#### AVAILABLE DATA
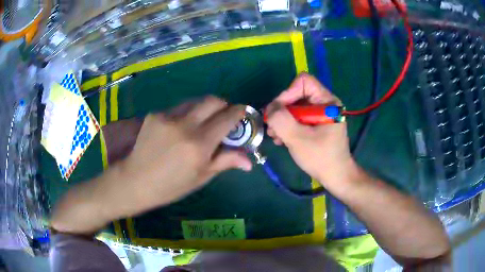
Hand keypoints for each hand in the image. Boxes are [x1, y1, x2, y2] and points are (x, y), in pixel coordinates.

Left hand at [51, 97, 251, 233]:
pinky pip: (178, 108)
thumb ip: (225, 162)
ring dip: (204, 108)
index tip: (241, 115)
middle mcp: (185, 125)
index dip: (239, 113)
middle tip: (223, 118)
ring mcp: (168, 116)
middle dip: (223, 105)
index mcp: (199, 144)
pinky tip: (179, 130)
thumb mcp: (200, 177)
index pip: (228, 117)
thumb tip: (250, 162)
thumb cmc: (170, 186)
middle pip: (213, 100)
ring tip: (201, 124)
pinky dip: (186, 115)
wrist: (135, 181)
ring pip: (195, 101)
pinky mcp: (155, 114)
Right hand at [265, 73, 356, 188]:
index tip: (278, 112)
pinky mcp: (317, 124)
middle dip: (282, 111)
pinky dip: (288, 126)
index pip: (303, 82)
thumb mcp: (298, 138)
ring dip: (282, 120)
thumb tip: (269, 107)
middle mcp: (325, 104)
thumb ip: (281, 119)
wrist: (335, 177)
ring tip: (274, 136)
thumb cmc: (320, 158)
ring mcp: (321, 114)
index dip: (287, 93)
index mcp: (327, 102)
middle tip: (271, 128)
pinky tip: (281, 139)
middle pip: (297, 94)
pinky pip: (299, 118)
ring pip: (295, 107)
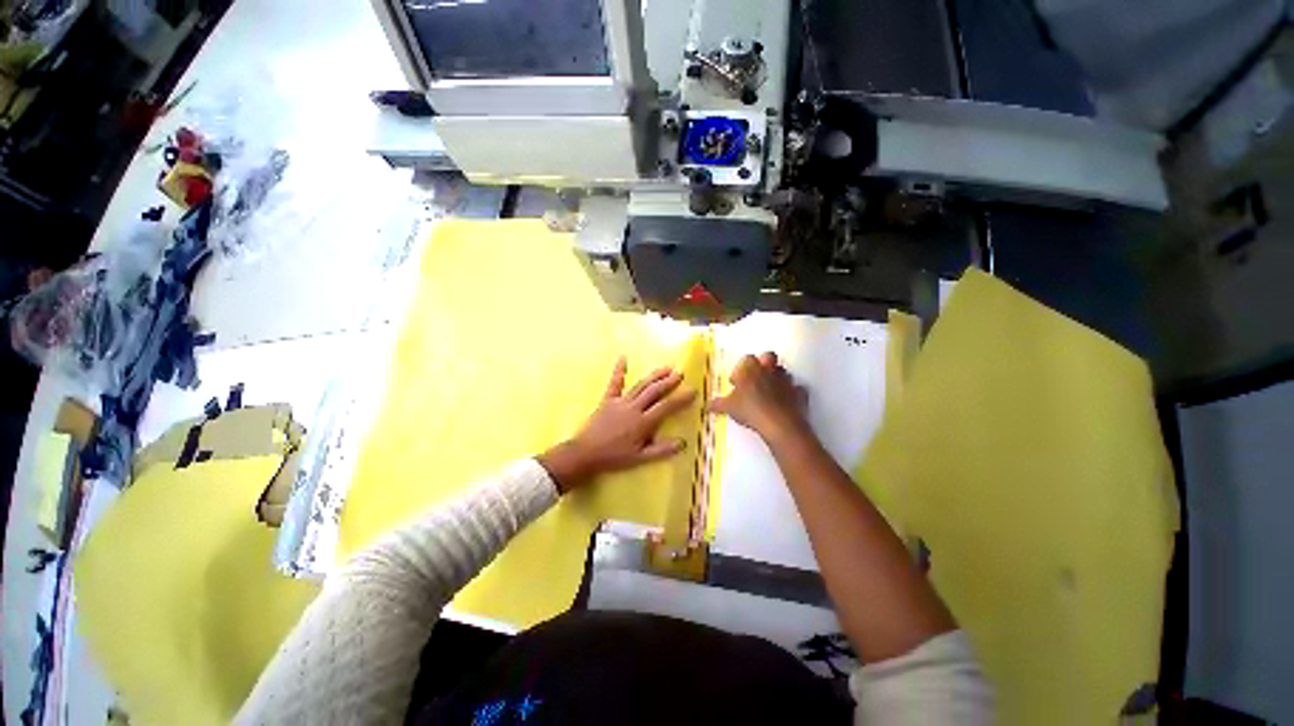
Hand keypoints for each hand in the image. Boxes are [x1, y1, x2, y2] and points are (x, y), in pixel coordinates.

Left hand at [539, 357, 696, 492]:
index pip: (666, 407)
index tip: (693, 391)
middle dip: (669, 382)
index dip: (681, 398)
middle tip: (681, 374)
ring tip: (666, 368)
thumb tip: (682, 442)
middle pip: (654, 391)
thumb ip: (661, 450)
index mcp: (643, 422)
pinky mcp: (607, 400)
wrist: (585, 453)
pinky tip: (623, 357)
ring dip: (654, 376)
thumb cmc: (614, 457)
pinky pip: (614, 383)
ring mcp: (620, 402)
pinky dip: (619, 370)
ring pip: (640, 385)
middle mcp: (634, 408)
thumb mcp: (640, 458)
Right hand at [708, 352, 809, 444]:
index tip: (736, 382)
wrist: (779, 423)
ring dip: (776, 378)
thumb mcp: (729, 407)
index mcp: (751, 368)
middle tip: (755, 379)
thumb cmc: (750, 409)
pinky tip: (786, 402)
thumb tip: (707, 405)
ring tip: (769, 392)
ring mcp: (786, 379)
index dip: (740, 369)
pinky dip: (792, 393)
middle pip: (768, 357)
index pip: (746, 359)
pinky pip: (796, 389)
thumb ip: (718, 404)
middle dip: (763, 364)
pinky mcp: (799, 392)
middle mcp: (769, 369)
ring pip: (783, 371)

#### PROBLEM STATEMENT
Return an exact transcription of the entries above, excluding each image.

#### TASK OUTPUT
Hand keypoints for each hand in the image. Boxes are [x1, y1, x2, y2] and points are (x, y), in pixel coordinates.

Left hand at [51, 97, 251, 233]:
pinky pip: (178, 108)
thumb ip: (225, 162)
ring dip: (204, 108)
index tip: (241, 115)
middle mcp: (185, 125)
index dip: (239, 113)
middle tip: (223, 118)
ring mcp: (168, 116)
middle dip: (223, 105)
index mcp: (199, 144)
pinky tip: (179, 130)
thumb mcp: (200, 177)
index pip: (228, 117)
thumb tip: (250, 162)
thumb cmc: (170, 186)
middle pip: (213, 100)
ring tip: (201, 124)
pinky dip: (186, 115)
wrist: (135, 181)
ring pip: (195, 101)
pinky mcp: (155, 114)
Right hand at [265, 73, 356, 188]:
index tip: (278, 112)
pinky mcp: (317, 124)
middle dip: (282, 111)
pinky dip: (288, 126)
index pip: (303, 82)
thumb mcp: (298, 138)
ring dip: (282, 120)
thumb tip: (269, 107)
middle mcp: (325, 104)
thumb ip: (281, 119)
wrist: (335, 177)
ring tip: (274, 136)
thumb cmc: (320, 158)
ring mcp: (321, 114)
index dip: (287, 93)
index mcp: (327, 102)
middle tip: (271, 128)
pinky tip: (281, 139)
middle pip: (297, 94)
pinky pip: (299, 118)
ring pip: (295, 107)
Hand keypoints for each hand in the image. Boxes are [x1, y1, x2, y2] and points are (x, y), in pixel coordinates.

Left hand at [539, 357, 696, 492]:
index pip: (666, 407)
index tip: (693, 391)
middle dip: (669, 382)
index dip: (681, 398)
middle tip: (681, 374)
ring tip: (666, 368)
thumb tip: (682, 442)
middle pip: (654, 391)
thumb ip: (661, 450)
index mcp: (643, 422)
pinky mcp: (607, 400)
wrist: (585, 453)
pinky tip: (623, 357)
ring dip: (654, 376)
thumb cmc: (614, 457)
pinky pip: (614, 383)
ring mcp: (620, 402)
pinky dip: (619, 370)
ring pip: (640, 385)
middle mcp: (634, 408)
thumb mcp: (640, 458)
Right hand at [708, 352, 809, 444]:
index tip: (736, 382)
wrist: (779, 423)
ring dip: (776, 378)
thumb mcp: (729, 407)
index mcp: (751, 368)
middle tip: (755, 379)
thumb cmc: (750, 409)
pinky tip: (786, 402)
thumb tip: (707, 405)
ring tip: (769, 392)
ring mcp: (786, 379)
index dip: (740, 369)
pinky dip: (792, 393)
middle pip: (768, 357)
index pip: (746, 359)
pinky pip: (796, 389)
thumb ip: (718, 404)
middle dip: (763, 364)
pinky mcp: (799, 392)
middle mcp: (769, 369)
ring pip: (783, 371)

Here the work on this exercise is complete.